# PROMPT:
Exact wording is required for every entry; transcribe all of them and leave the images out.

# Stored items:
- - - -

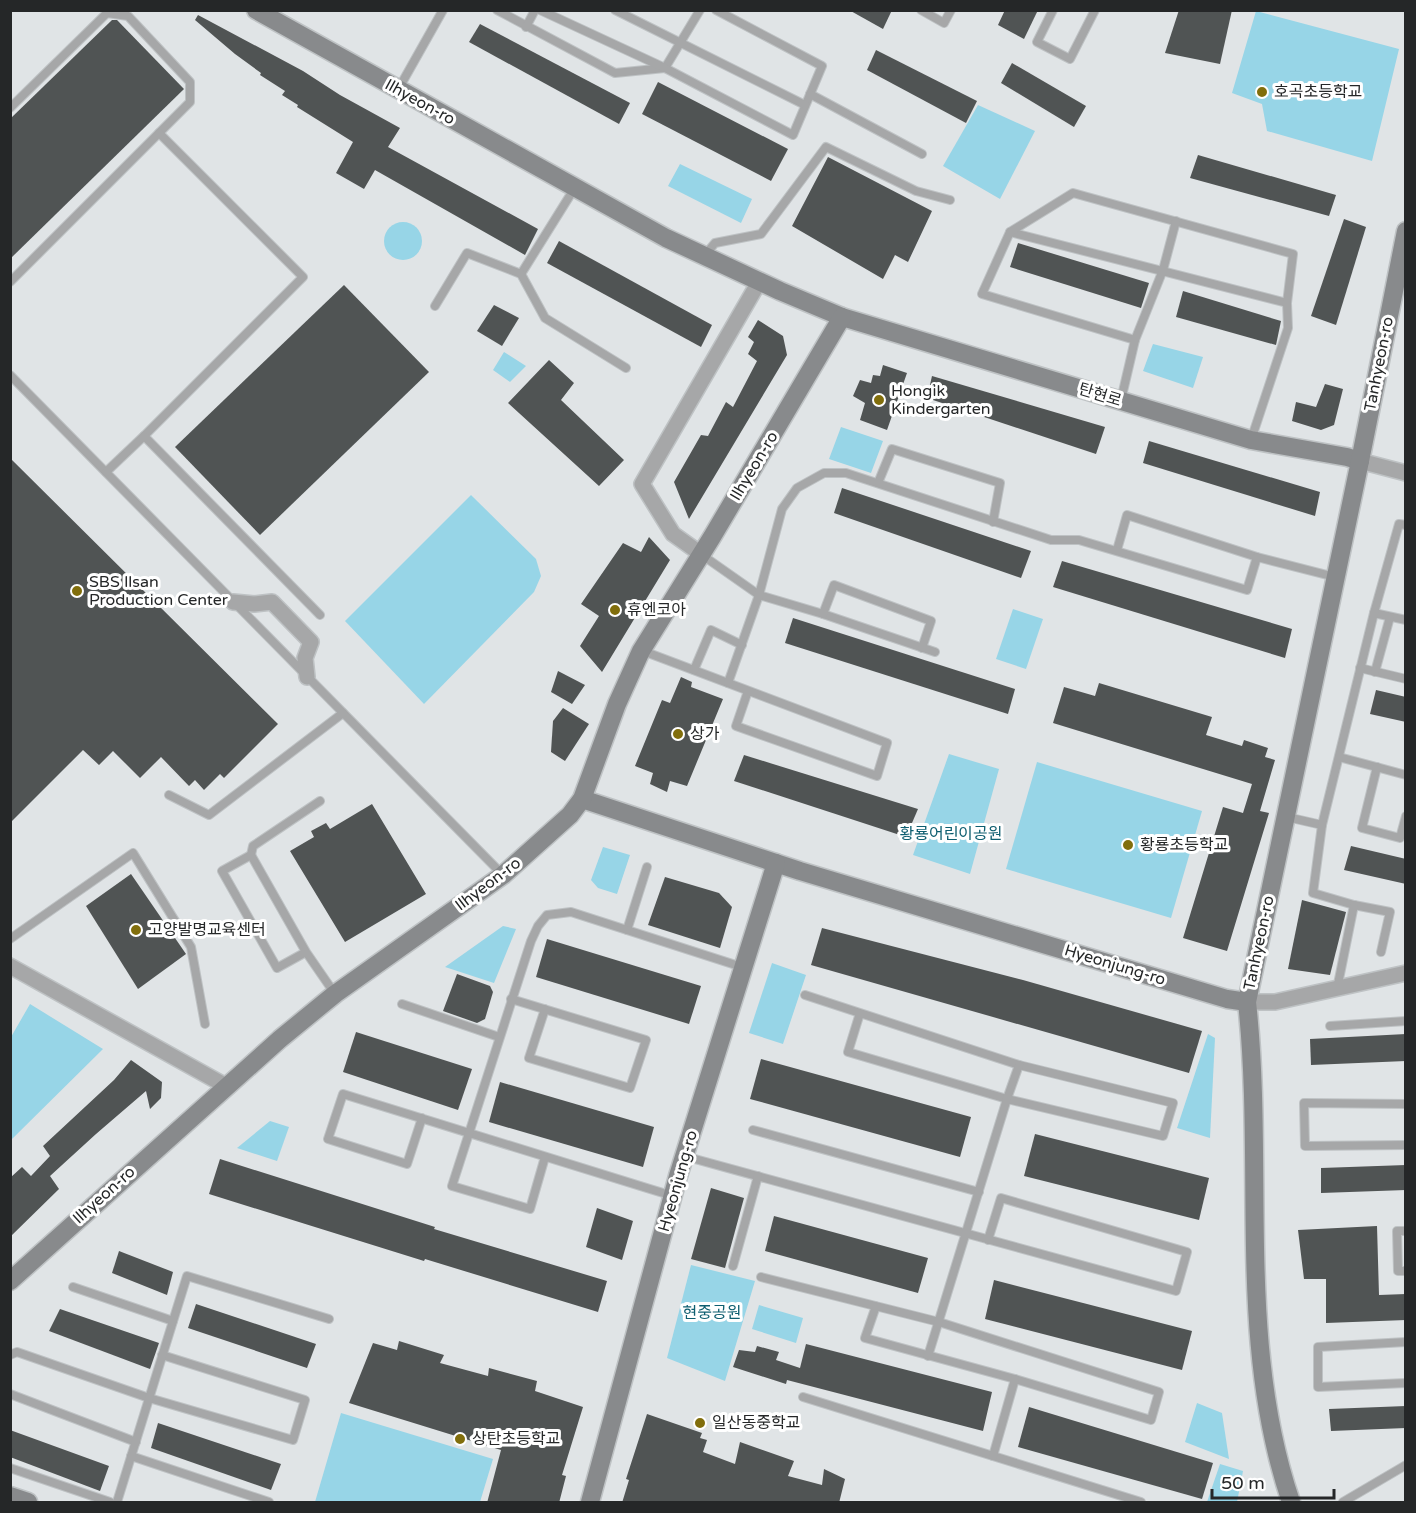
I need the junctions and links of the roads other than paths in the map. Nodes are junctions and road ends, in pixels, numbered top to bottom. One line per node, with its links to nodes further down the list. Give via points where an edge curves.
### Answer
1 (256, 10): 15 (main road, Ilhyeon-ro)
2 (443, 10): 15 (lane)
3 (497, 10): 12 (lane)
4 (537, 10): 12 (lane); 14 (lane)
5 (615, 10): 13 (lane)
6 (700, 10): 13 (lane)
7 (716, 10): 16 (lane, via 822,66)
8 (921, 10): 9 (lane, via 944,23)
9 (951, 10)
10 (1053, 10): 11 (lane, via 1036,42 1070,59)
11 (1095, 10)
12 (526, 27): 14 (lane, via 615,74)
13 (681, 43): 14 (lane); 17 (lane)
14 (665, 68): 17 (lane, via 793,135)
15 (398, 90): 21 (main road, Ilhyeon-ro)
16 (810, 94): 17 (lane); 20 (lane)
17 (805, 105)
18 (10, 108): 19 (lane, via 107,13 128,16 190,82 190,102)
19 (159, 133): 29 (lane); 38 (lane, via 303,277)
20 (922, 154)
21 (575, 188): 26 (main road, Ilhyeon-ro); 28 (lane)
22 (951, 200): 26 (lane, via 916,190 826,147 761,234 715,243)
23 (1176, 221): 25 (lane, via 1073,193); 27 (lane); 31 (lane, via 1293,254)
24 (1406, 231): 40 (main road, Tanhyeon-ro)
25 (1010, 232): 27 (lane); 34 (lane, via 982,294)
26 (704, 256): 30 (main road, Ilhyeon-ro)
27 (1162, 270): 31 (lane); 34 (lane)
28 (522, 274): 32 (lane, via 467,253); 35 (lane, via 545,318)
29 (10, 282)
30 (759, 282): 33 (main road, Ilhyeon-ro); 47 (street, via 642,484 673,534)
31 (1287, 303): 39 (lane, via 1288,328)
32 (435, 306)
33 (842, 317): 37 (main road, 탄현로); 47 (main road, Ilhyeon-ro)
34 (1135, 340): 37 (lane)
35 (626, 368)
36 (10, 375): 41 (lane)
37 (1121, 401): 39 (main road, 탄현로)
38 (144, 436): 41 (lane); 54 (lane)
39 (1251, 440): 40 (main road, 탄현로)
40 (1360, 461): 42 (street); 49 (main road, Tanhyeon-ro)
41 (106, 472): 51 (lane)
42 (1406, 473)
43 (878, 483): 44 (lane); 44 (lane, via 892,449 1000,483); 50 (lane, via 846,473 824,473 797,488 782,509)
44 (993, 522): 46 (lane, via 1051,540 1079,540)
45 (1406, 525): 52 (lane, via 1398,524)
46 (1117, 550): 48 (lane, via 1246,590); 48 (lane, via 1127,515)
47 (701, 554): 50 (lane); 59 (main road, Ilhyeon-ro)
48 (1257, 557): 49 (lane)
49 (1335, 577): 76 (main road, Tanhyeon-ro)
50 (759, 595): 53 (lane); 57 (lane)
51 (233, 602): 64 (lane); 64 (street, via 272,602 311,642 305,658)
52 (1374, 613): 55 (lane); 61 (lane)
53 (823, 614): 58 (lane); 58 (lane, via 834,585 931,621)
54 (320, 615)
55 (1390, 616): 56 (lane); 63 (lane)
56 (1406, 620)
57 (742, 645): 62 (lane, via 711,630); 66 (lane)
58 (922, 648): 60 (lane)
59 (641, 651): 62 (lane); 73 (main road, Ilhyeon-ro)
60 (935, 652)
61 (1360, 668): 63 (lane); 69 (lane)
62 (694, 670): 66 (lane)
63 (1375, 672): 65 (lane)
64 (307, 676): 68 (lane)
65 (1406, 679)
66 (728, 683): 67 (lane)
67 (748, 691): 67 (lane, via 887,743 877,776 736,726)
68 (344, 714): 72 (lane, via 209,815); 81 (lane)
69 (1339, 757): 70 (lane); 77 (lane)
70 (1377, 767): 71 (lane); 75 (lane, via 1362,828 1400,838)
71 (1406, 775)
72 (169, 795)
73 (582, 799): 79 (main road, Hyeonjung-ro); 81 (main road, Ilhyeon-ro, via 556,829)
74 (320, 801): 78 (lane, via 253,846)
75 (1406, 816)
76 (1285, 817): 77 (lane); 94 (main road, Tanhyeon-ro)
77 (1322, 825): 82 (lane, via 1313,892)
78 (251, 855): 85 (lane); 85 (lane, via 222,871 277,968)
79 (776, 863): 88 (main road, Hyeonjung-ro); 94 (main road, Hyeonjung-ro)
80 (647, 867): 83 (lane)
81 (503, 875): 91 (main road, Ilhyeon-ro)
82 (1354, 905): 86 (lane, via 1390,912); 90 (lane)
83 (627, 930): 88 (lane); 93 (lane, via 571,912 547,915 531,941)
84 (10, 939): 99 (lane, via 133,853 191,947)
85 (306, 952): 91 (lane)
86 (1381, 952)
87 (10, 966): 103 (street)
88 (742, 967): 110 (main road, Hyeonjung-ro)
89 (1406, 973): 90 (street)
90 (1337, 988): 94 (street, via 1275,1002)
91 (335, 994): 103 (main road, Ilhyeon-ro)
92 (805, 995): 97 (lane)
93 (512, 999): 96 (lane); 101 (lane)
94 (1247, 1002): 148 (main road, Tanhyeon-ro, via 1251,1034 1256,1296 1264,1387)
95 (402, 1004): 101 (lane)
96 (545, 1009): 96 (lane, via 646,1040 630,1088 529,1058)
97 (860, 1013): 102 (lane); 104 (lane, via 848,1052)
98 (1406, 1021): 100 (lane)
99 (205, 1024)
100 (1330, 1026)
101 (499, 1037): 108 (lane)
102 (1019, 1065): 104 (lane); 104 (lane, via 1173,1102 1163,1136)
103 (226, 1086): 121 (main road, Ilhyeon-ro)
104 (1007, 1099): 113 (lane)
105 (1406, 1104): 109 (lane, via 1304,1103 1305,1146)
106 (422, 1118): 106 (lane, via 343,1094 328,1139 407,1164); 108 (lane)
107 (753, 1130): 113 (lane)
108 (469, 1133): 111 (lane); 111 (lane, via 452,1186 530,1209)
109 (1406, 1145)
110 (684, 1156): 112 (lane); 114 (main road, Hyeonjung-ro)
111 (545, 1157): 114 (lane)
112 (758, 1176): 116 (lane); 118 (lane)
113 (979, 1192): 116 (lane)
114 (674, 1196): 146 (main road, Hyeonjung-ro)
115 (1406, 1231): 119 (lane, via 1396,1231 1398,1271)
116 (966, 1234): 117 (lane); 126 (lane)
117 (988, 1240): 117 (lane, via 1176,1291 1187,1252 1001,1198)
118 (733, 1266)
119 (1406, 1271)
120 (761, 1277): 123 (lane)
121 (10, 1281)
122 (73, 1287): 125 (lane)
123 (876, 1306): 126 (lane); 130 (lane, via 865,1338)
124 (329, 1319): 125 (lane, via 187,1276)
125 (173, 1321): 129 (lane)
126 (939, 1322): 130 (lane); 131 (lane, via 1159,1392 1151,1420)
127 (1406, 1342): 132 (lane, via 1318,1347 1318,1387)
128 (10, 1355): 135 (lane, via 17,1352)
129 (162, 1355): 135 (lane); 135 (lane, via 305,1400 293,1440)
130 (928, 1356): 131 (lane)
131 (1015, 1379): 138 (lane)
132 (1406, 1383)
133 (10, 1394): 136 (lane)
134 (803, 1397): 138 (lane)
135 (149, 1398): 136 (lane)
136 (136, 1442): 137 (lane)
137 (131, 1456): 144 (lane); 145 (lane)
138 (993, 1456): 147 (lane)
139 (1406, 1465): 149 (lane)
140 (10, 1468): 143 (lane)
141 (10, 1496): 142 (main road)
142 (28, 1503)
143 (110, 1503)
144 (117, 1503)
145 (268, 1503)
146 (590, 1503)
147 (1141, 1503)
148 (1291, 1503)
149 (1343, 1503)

- - - -

# RESPONSE AREA:
I need the junctions and links of the roads other than paths in the map. Nodes are junctions and road ends, in pixels, numbered top to bottom. One line per node, with its links to nodes further down the list. Give via points where an edge curves.
### Answer
1 (256, 10): 15 (main road, Ilhyeon-ro)
2 (443, 10): 15 (lane)
3 (497, 10): 12 (lane)
4 (537, 10): 12 (lane); 14 (lane)
5 (615, 10): 13 (lane)
6 (700, 10): 13 (lane)
7 (716, 10): 16 (lane, via 822,66)
8 (921, 10): 9 (lane, via 944,23)
9 (951, 10)
10 (1053, 10): 11 (lane, via 1036,42 1070,59)
11 (1095, 10)
12 (526, 27): 14 (lane, via 615,74)
13 (681, 43): 14 (lane); 17 (lane)
14 (665, 68): 17 (lane, via 793,135)
15 (398, 90): 21 (main road, Ilhyeon-ro)
16 (810, 94): 17 (lane); 20 (lane)
17 (805, 105)
18 (10, 108): 19 (lane, via 107,13 128,16 190,82 190,102)
19 (159, 133): 29 (lane); 38 (lane, via 303,277)
20 (922, 154)
21 (575, 188): 26 (main road, Ilhyeon-ro); 28 (lane)
22 (951, 200): 26 (lane, via 916,190 826,147 761,234 715,243)
23 (1176, 221): 25 (lane, via 1073,193); 27 (lane); 31 (lane, via 1293,254)
24 (1406, 231): 40 (main road, Tanhyeon-ro)
25 (1010, 232): 27 (lane); 34 (lane, via 982,294)
26 (704, 256): 30 (main road, Ilhyeon-ro)
27 (1162, 270): 31 (lane); 34 (lane)
28 (522, 274): 32 (lane, via 467,253); 35 (lane, via 545,318)
29 (10, 282)
30 (759, 282): 33 (main road, Ilhyeon-ro); 47 (street, via 642,484 673,534)
31 (1287, 303): 39 (lane, via 1288,328)
32 (435, 306)
33 (842, 317): 37 (main road, 탄현로); 47 (main road, Ilhyeon-ro)
34 (1135, 340): 37 (lane)
35 (626, 368)
36 (10, 375): 41 (lane)
37 (1121, 401): 39 (main road, 탄현로)
38 (144, 436): 41 (lane); 54 (lane)
39 (1251, 440): 40 (main road, 탄현로)
40 (1360, 461): 42 (street); 49 (main road, Tanhyeon-ro)
41 (106, 472): 51 (lane)
42 (1406, 473)
43 (878, 483): 44 (lane); 44 (lane, via 892,449 1000,483); 50 (lane, via 846,473 824,473 797,488 782,509)
44 (993, 522): 46 (lane, via 1051,540 1079,540)
45 (1406, 525): 52 (lane, via 1398,524)
46 (1117, 550): 48 (lane, via 1246,590); 48 (lane, via 1127,515)
47 (701, 554): 50 (lane); 59 (main road, Ilhyeon-ro)
48 (1257, 557): 49 (lane)
49 (1335, 577): 76 (main road, Tanhyeon-ro)
50 (759, 595): 53 (lane); 57 (lane)
51 (233, 602): 64 (lane); 64 (street, via 272,602 311,642 305,658)
52 (1374, 613): 55 (lane); 61 (lane)
53 (823, 614): 58 (lane); 58 (lane, via 834,585 931,621)
54 (320, 615)
55 (1390, 616): 56 (lane); 63 (lane)
56 (1406, 620)
57 (742, 645): 62 (lane, via 711,630); 66 (lane)
58 (922, 648): 60 (lane)
59 (641, 651): 62 (lane); 73 (main road, Ilhyeon-ro)
60 (935, 652)
61 (1360, 668): 63 (lane); 69 (lane)
62 (694, 670): 66 (lane)
63 (1375, 672): 65 (lane)
64 (307, 676): 68 (lane)
65 (1406, 679)
66 (728, 683): 67 (lane)
67 (748, 691): 67 (lane, via 887,743 877,776 736,726)
68 (344, 714): 72 (lane, via 209,815); 81 (lane)
69 (1339, 757): 70 (lane); 77 (lane)
70 (1377, 767): 71 (lane); 75 (lane, via 1362,828 1400,838)
71 (1406, 775)
72 (169, 795)
73 (582, 799): 79 (main road, Hyeonjung-ro); 81 (main road, Ilhyeon-ro, via 556,829)
74 (320, 801): 78 (lane, via 253,846)
75 (1406, 816)
76 (1285, 817): 77 (lane); 94 (main road, Tanhyeon-ro)
77 (1322, 825): 82 (lane, via 1313,892)
78 (251, 855): 85 (lane); 85 (lane, via 222,871 277,968)
79 (776, 863): 88 (main road, Hyeonjung-ro); 94 (main road, Hyeonjung-ro)
80 (647, 867): 83 (lane)
81 (503, 875): 91 (main road, Ilhyeon-ro)
82 (1354, 905): 86 (lane, via 1390,912); 90 (lane)
83 (627, 930): 88 (lane); 93 (lane, via 571,912 547,915 531,941)
84 (10, 939): 99 (lane, via 133,853 191,947)
85 (306, 952): 91 (lane)
86 (1381, 952)
87 (10, 966): 103 (street)
88 (742, 967): 110 (main road, Hyeonjung-ro)
89 (1406, 973): 90 (street)
90 (1337, 988): 94 (street, via 1275,1002)
91 (335, 994): 103 (main road, Ilhyeon-ro)
92 (805, 995): 97 (lane)
93 (512, 999): 96 (lane); 101 (lane)
94 (1247, 1002): 148 (main road, Tanhyeon-ro, via 1251,1034 1256,1296 1264,1387)
95 (402, 1004): 101 (lane)
96 (545, 1009): 96 (lane, via 646,1040 630,1088 529,1058)
97 (860, 1013): 102 (lane); 104 (lane, via 848,1052)
98 (1406, 1021): 100 (lane)
99 (205, 1024)
100 (1330, 1026)
101 (499, 1037): 108 (lane)
102 (1019, 1065): 104 (lane); 104 (lane, via 1173,1102 1163,1136)
103 (226, 1086): 121 (main road, Ilhyeon-ro)
104 (1007, 1099): 113 (lane)
105 (1406, 1104): 109 (lane, via 1304,1103 1305,1146)
106 (422, 1118): 106 (lane, via 343,1094 328,1139 407,1164); 108 (lane)
107 (753, 1130): 113 (lane)
108 (469, 1133): 111 (lane); 111 (lane, via 452,1186 530,1209)
109 (1406, 1145)
110 (684, 1156): 112 (lane); 114 (main road, Hyeonjung-ro)
111 (545, 1157): 114 (lane)
112 (758, 1176): 116 (lane); 118 (lane)
113 (979, 1192): 116 (lane)
114 (674, 1196): 146 (main road, Hyeonjung-ro)
115 (1406, 1231): 119 (lane, via 1396,1231 1398,1271)
116 (966, 1234): 117 (lane); 126 (lane)
117 (988, 1240): 117 (lane, via 1176,1291 1187,1252 1001,1198)
118 (733, 1266)
119 (1406, 1271)
120 (761, 1277): 123 (lane)
121 (10, 1281)
122 (73, 1287): 125 (lane)
123 (876, 1306): 126 (lane); 130 (lane, via 865,1338)
124 (329, 1319): 125 (lane, via 187,1276)
125 (173, 1321): 129 (lane)
126 (939, 1322): 130 (lane); 131 (lane, via 1159,1392 1151,1420)
127 (1406, 1342): 132 (lane, via 1318,1347 1318,1387)
128 (10, 1355): 135 (lane, via 17,1352)
129 (162, 1355): 135 (lane); 135 (lane, via 305,1400 293,1440)
130 (928, 1356): 131 (lane)
131 (1015, 1379): 138 (lane)
132 (1406, 1383)
133 (10, 1394): 136 (lane)
134 (803, 1397): 138 (lane)
135 (149, 1398): 136 (lane)
136 (136, 1442): 137 (lane)
137 (131, 1456): 144 (lane); 145 (lane)
138 (993, 1456): 147 (lane)
139 (1406, 1465): 149 (lane)
140 (10, 1468): 143 (lane)
141 (10, 1496): 142 (main road)
142 (28, 1503)
143 (110, 1503)
144 (117, 1503)
145 (268, 1503)
146 (590, 1503)
147 (1141, 1503)
148 (1291, 1503)
149 (1343, 1503)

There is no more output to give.